- **Work to be completed**:
Determine how many lines of the listing below hold the string "roads", then state that number alone.

- **Supplied data**:
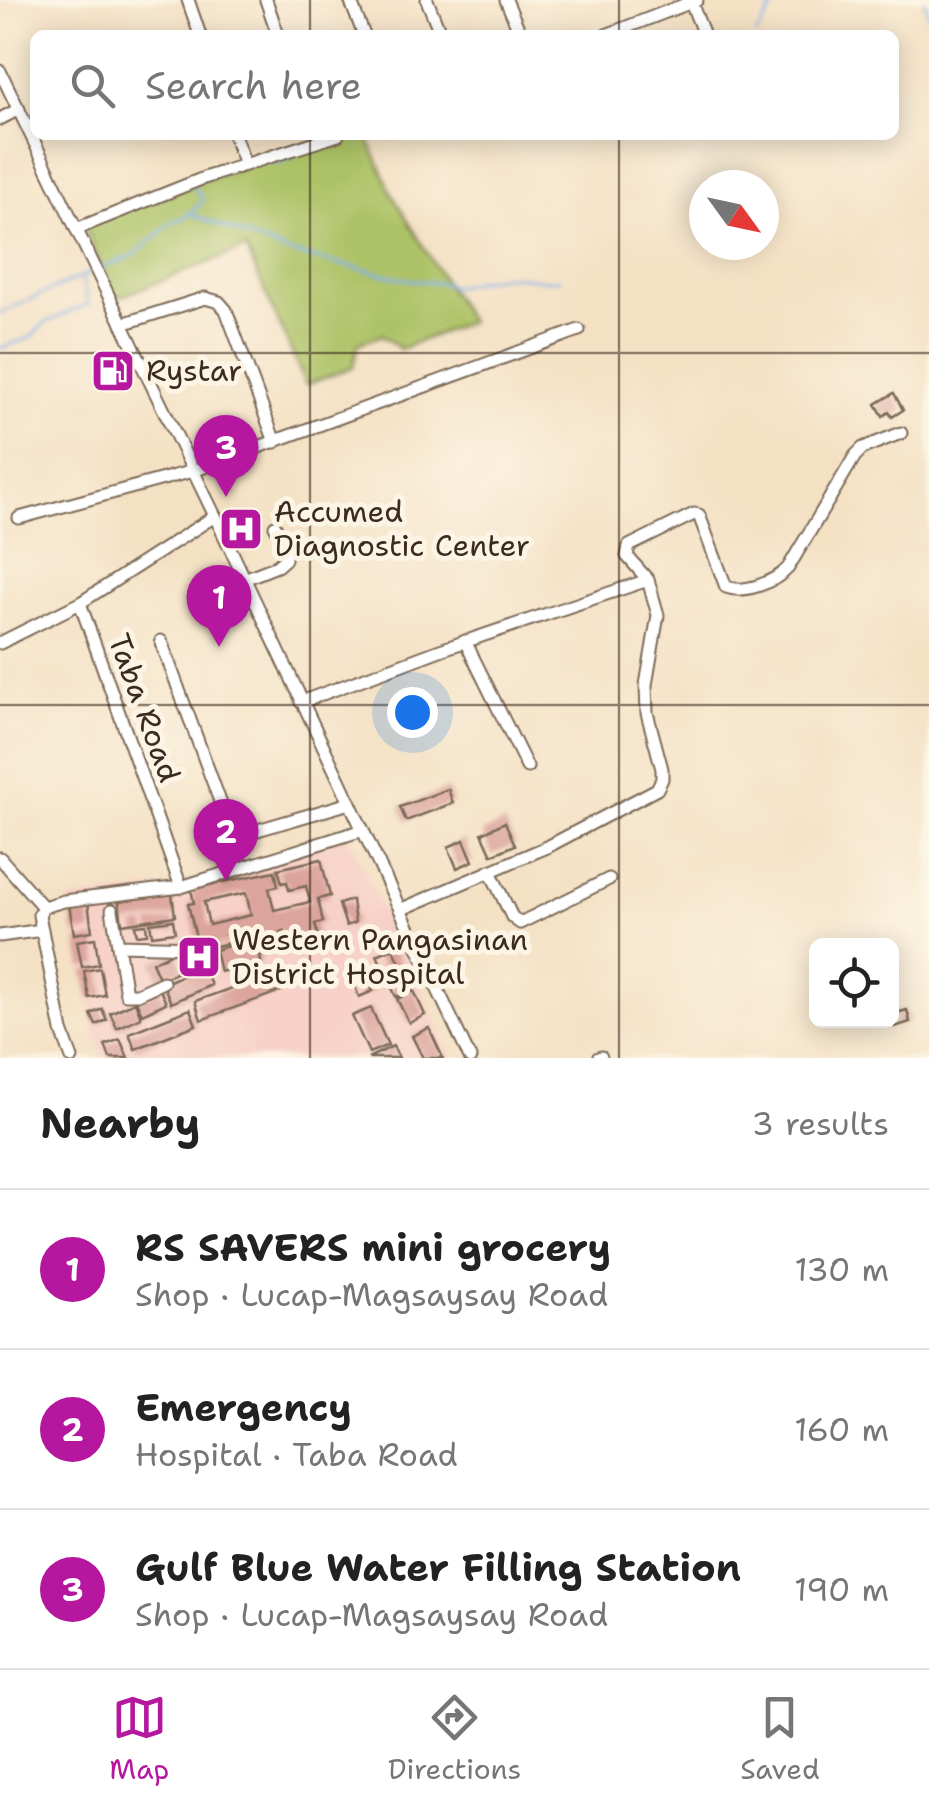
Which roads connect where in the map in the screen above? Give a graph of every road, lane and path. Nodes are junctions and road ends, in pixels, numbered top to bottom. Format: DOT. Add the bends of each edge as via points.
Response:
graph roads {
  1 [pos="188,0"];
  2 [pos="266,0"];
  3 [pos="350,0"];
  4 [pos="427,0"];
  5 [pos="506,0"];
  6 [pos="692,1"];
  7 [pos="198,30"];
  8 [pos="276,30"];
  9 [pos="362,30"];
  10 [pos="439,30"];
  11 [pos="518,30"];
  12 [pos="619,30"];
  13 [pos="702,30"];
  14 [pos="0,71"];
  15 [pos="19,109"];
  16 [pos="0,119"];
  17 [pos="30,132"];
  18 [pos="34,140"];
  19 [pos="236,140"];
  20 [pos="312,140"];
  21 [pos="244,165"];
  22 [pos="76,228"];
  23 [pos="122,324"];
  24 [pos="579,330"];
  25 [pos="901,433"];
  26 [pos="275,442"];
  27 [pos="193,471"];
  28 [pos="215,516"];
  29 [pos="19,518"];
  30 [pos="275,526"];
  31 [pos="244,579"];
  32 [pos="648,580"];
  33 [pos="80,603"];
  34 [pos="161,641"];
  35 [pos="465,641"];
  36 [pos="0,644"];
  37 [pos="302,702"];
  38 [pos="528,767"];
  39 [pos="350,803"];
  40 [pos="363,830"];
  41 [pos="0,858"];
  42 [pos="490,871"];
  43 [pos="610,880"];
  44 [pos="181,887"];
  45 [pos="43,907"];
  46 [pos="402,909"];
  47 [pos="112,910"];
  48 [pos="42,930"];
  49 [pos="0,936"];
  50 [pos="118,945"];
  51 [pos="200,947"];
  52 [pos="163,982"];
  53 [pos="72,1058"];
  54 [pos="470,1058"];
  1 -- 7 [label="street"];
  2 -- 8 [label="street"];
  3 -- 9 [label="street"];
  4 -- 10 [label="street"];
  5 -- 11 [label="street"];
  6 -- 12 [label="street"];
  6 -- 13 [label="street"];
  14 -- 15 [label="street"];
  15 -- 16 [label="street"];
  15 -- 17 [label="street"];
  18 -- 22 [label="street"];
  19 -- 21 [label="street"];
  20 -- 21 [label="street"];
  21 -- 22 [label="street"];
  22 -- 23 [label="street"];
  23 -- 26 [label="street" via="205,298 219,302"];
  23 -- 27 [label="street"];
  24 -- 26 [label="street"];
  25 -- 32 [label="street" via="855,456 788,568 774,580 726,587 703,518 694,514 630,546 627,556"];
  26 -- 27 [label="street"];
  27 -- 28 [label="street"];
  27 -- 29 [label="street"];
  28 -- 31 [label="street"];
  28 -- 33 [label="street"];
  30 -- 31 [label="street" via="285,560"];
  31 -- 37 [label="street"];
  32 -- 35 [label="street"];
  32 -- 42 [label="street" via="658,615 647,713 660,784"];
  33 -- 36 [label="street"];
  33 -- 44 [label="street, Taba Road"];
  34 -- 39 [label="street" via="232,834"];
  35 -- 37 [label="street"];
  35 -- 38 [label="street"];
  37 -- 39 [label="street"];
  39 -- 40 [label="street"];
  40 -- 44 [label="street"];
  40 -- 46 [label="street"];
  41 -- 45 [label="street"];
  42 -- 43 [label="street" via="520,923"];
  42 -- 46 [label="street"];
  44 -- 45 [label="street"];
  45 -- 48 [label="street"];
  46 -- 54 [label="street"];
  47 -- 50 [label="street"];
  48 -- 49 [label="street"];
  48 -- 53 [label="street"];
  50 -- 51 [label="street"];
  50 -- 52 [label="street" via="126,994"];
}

- **Solved exercise**:
2